**The problem**
A word-for-word copy of the data is what's wanted, with no pictures.

Dataset entries
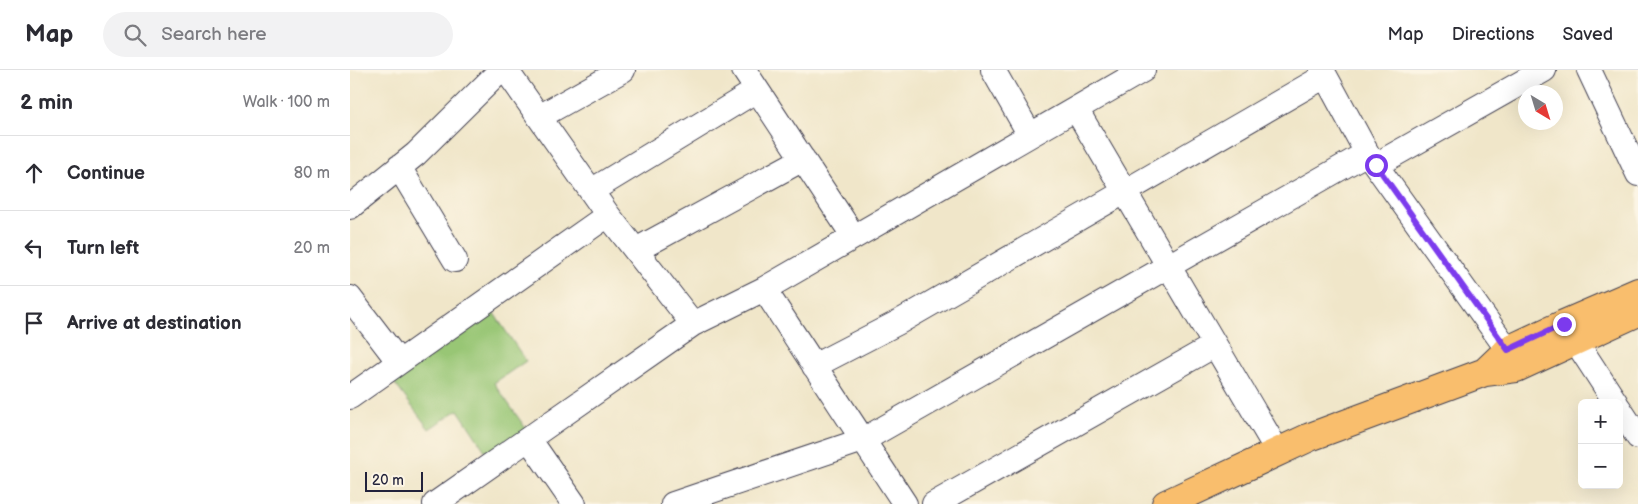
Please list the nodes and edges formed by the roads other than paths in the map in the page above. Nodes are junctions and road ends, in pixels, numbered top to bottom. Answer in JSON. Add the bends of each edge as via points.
{"nodes":[{"id":1,"x":501,"y":70,"type":"edge"},
{"id":2,"x":506,"y":70,"type":"edge"},
{"id":3,"x":623,"y":70,"type":"edge"},
{"id":4,"x":744,"y":70,"type":"edge"},
{"id":5,"x":993,"y":70,"type":"edge"},
{"id":6,"x":1143,"y":70,"type":"edge"},
{"id":7,"x":1544,"y":70,"type":"edge"},
{"id":8,"x":1589,"y":70,"type":"edge"},
{"id":9,"x":1323,"y":73,"type":"edge"},
{"id":10,"x":757,"y":90,"type":"junction"},
{"id":11,"x":1076,"y":109,"type":"junction"},
{"id":12,"x":539,"y":117,"type":"junction"},
{"id":13,"x":1030,"y":135,"type":"junction"},
{"id":14,"x":802,"y":159,"type":"junction"},
{"id":15,"x":1372,"y":159,"type":"junction"},
{"id":16,"x":399,"y":167,"type":"junction"},
{"id":17,"x":1638,"y":174,"type":"edge"},
{"id":18,"x":591,"y":191,"type":"junction"},
{"id":19,"x":1125,"y":193,"type":"junction"},
{"id":20,"x":350,"y":207,"type":"edge"},
{"id":21,"x":608,"y":215,"type":"junction"},
{"id":22,"x":854,"y":237,"type":"junction"},
{"id":23,"x":636,"y":250,"type":"junction"},
{"id":24,"x":455,"y":260,"type":"dead end"},
{"id":25,"x":1168,"y":266,"type":"junction"},
{"id":26,"x":764,"y":289,"type":"junction"},
{"id":27,"x":1638,"y":292,"type":"edge"},
{"id":28,"x":350,"y":298,"type":"edge"},
{"id":29,"x":1638,"y":312,"type":"edge"},
{"id":30,"x":693,"y":324,"type":"junction"},
{"id":31,"x":1575,"y":340,"type":"junction"},
{"id":32,"x":1215,"y":345,"type":"junction"},
{"id":33,"x":1508,"y":350,"type":"junction"},
{"id":34,"x":399,"y":362,"type":"junction"},
{"id":35,"x":814,"y":366,"type":"junction"},
{"id":36,"x":1485,"y":372,"type":"junction"},
{"id":37,"x":350,"y":397,"type":"edge"},
{"id":38,"x":1613,"y":399,"type":"edge"},
{"id":39,"x":1623,"y":414,"type":"edge"},
{"id":40,"x":1638,"y":437,"type":"edge"},
{"id":41,"x":529,"y":438,"type":"junction"},
{"id":42,"x":863,"y":440,"type":"junction"},
{"id":43,"x":1278,"y":452,"type":"junction"},
{"id":44,"x":435,"y":504,"type":"edge"},
{"id":45,"x":574,"y":504,"type":"edge"},
{"id":46,"x":673,"y":504,"type":"edge"},
{"id":47,"x":905,"y":504,"type":"edge"},
{"id":48,"x":934,"y":504,"type":"edge"},
{"id":49,"x":1166,"y":504,"type":"edge"}],
"edges":[{"from":1,"to":16,"type":"street"},
{"from":2,"to":12,"type":"street"},
{"from":3,"to":12,"type":"street"},
{"from":4,"to":10,"type":"street"},
{"from":5,"to":13,"type":"street"},
{"from":6,"to":11,"type":"street"},
{"from":7,"to":15,"type":"street"},
{"from":8,"to":17,"type":"street"},
{"from":9,"to":15,"type":"street"},
{"from":9,"to":19,"type":"street"},
{"from":10,"to":14,"type":"street"},
{"from":10,"to":18,"type":"street"},
{"from":11,"to":13,"type":"street"},
{"from":11,"to":19,"type":"street"},
{"from":12,"to":18,"type":"street"},
{"from":13,"to":22,"type":"street"},
{"from":14,"to":22,"type":"street"},
{"from":14,"to":23,"type":"street"},
{"from":15,"to":25,"type":"street"},
{"from":15,"to":33,"type":"street"},
{"from":16,"to":20,"type":"street"},
{"from":16,"to":24,"type":"street"},
{"from":18,"to":21,"type":"street"},
{"from":19,"to":25,"type":"street"},
{"from":19,"to":35,"type":"street"},
{"from":21,"to":23,"type":"street"},
{"from":21,"to":34,"type":"street"},
{"from":22,"to":26,"type":"street"},
{"from":23,"to":30,"type":"street"},
{"from":25,"to":32,"type":"street"},
{"from":25,"to":42,"type":"street"},
{"from":26,"to":30,"type":"street"},
{"from":26,"to":35,"type":"street"},
{"from":27,"to":33,"type":"main road"},
{"from":28,"to":34,"type":"street"},
{"from":29,"to":31,"type":"main road"},
{"from":30,"to":41,"type":"street"},
{"from":31,"to":36,"type":"main road","via":[[1516,368]]},
{"from":31,"to":38,"type":"street"},
{"from":32,"to":43,"type":"street"},
{"from":32,"to":48,"type":"street"},
{"from":33,"to":36,"type":"main road"},
{"from":34,"to":37,"type":"street"},
{"from":35,"to":42,"type":"street"},
{"from":36,"to":43,"type":"main road"},
{"from":39,"to":40,"type":"street"},
{"from":41,"to":44,"type":"street"},
{"from":41,"to":45,"type":"street"},
{"from":42,"to":46,"type":"street"},
{"from":42,"to":47,"type":"street"},
{"from":43,"to":49,"type":"main road"}]}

**Your solution**
Please list the nodes and edges formed by the roads other than paths in the map in the page above. Nodes are junctions and road ends, in pixels, numbered top to bottom. Answer in JSON. Add the bends of each edge as via points.
{"nodes":[{"id":1,"x":501,"y":70,"type":"edge"},
{"id":2,"x":506,"y":70,"type":"edge"},
{"id":3,"x":623,"y":70,"type":"edge"},
{"id":4,"x":744,"y":70,"type":"edge"},
{"id":5,"x":993,"y":70,"type":"edge"},
{"id":6,"x":1143,"y":70,"type":"edge"},
{"id":7,"x":1544,"y":70,"type":"edge"},
{"id":8,"x":1589,"y":70,"type":"edge"},
{"id":9,"x":1323,"y":73,"type":"edge"},
{"id":10,"x":757,"y":90,"type":"junction"},
{"id":11,"x":1076,"y":109,"type":"junction"},
{"id":12,"x":539,"y":117,"type":"junction"},
{"id":13,"x":1030,"y":135,"type":"junction"},
{"id":14,"x":802,"y":159,"type":"junction"},
{"id":15,"x":1372,"y":159,"type":"junction"},
{"id":16,"x":399,"y":167,"type":"junction"},
{"id":17,"x":1638,"y":174,"type":"edge"},
{"id":18,"x":591,"y":191,"type":"junction"},
{"id":19,"x":1125,"y":193,"type":"junction"},
{"id":20,"x":350,"y":207,"type":"edge"},
{"id":21,"x":608,"y":215,"type":"junction"},
{"id":22,"x":854,"y":237,"type":"junction"},
{"id":23,"x":636,"y":250,"type":"junction"},
{"id":24,"x":455,"y":260,"type":"dead end"},
{"id":25,"x":1168,"y":266,"type":"junction"},
{"id":26,"x":764,"y":289,"type":"junction"},
{"id":27,"x":1638,"y":292,"type":"edge"},
{"id":28,"x":350,"y":298,"type":"edge"},
{"id":29,"x":1638,"y":312,"type":"edge"},
{"id":30,"x":693,"y":324,"type":"junction"},
{"id":31,"x":1575,"y":340,"type":"junction"},
{"id":32,"x":1215,"y":345,"type":"junction"},
{"id":33,"x":1508,"y":350,"type":"junction"},
{"id":34,"x":399,"y":362,"type":"junction"},
{"id":35,"x":814,"y":366,"type":"junction"},
{"id":36,"x":1485,"y":372,"type":"junction"},
{"id":37,"x":350,"y":397,"type":"edge"},
{"id":38,"x":1613,"y":399,"type":"edge"},
{"id":39,"x":1623,"y":414,"type":"edge"},
{"id":40,"x":1638,"y":437,"type":"edge"},
{"id":41,"x":529,"y":438,"type":"junction"},
{"id":42,"x":863,"y":440,"type":"junction"},
{"id":43,"x":1278,"y":452,"type":"junction"},
{"id":44,"x":435,"y":504,"type":"edge"},
{"id":45,"x":574,"y":504,"type":"edge"},
{"id":46,"x":673,"y":504,"type":"edge"},
{"id":47,"x":905,"y":504,"type":"edge"},
{"id":48,"x":934,"y":504,"type":"edge"},
{"id":49,"x":1166,"y":504,"type":"edge"}],
"edges":[{"from":1,"to":16,"type":"street"},
{"from":2,"to":12,"type":"street"},
{"from":3,"to":12,"type":"street"},
{"from":4,"to":10,"type":"street"},
{"from":5,"to":13,"type":"street"},
{"from":6,"to":11,"type":"street"},
{"from":7,"to":15,"type":"street"},
{"from":8,"to":17,"type":"street"},
{"from":9,"to":15,"type":"street"},
{"from":9,"to":19,"type":"street"},
{"from":10,"to":14,"type":"street"},
{"from":10,"to":18,"type":"street"},
{"from":11,"to":13,"type":"street"},
{"from":11,"to":19,"type":"street"},
{"from":12,"to":18,"type":"street"},
{"from":13,"to":22,"type":"street"},
{"from":14,"to":22,"type":"street"},
{"from":14,"to":23,"type":"street"},
{"from":15,"to":25,"type":"street"},
{"from":15,"to":33,"type":"street"},
{"from":16,"to":20,"type":"street"},
{"from":16,"to":24,"type":"street"},
{"from":18,"to":21,"type":"street"},
{"from":19,"to":25,"type":"street"},
{"from":19,"to":35,"type":"street"},
{"from":21,"to":23,"type":"street"},
{"from":21,"to":34,"type":"street"},
{"from":22,"to":26,"type":"street"},
{"from":23,"to":30,"type":"street"},
{"from":25,"to":32,"type":"street"},
{"from":25,"to":42,"type":"street"},
{"from":26,"to":30,"type":"street"},
{"from":26,"to":35,"type":"street"},
{"from":27,"to":33,"type":"main road"},
{"from":28,"to":34,"type":"street"},
{"from":29,"to":31,"type":"main road"},
{"from":30,"to":41,"type":"street"},
{"from":31,"to":36,"type":"main road","via":[[1516,368]]},
{"from":31,"to":38,"type":"street"},
{"from":32,"to":43,"type":"street"},
{"from":32,"to":48,"type":"street"},
{"from":33,"to":36,"type":"main road"},
{"from":34,"to":37,"type":"street"},
{"from":35,"to":42,"type":"street"},
{"from":36,"to":43,"type":"main road"},
{"from":39,"to":40,"type":"street"},
{"from":41,"to":44,"type":"street"},
{"from":41,"to":45,"type":"street"},
{"from":42,"to":46,"type":"street"},
{"from":42,"to":47,"type":"street"},
{"from":43,"to":49,"type":"main road"}]}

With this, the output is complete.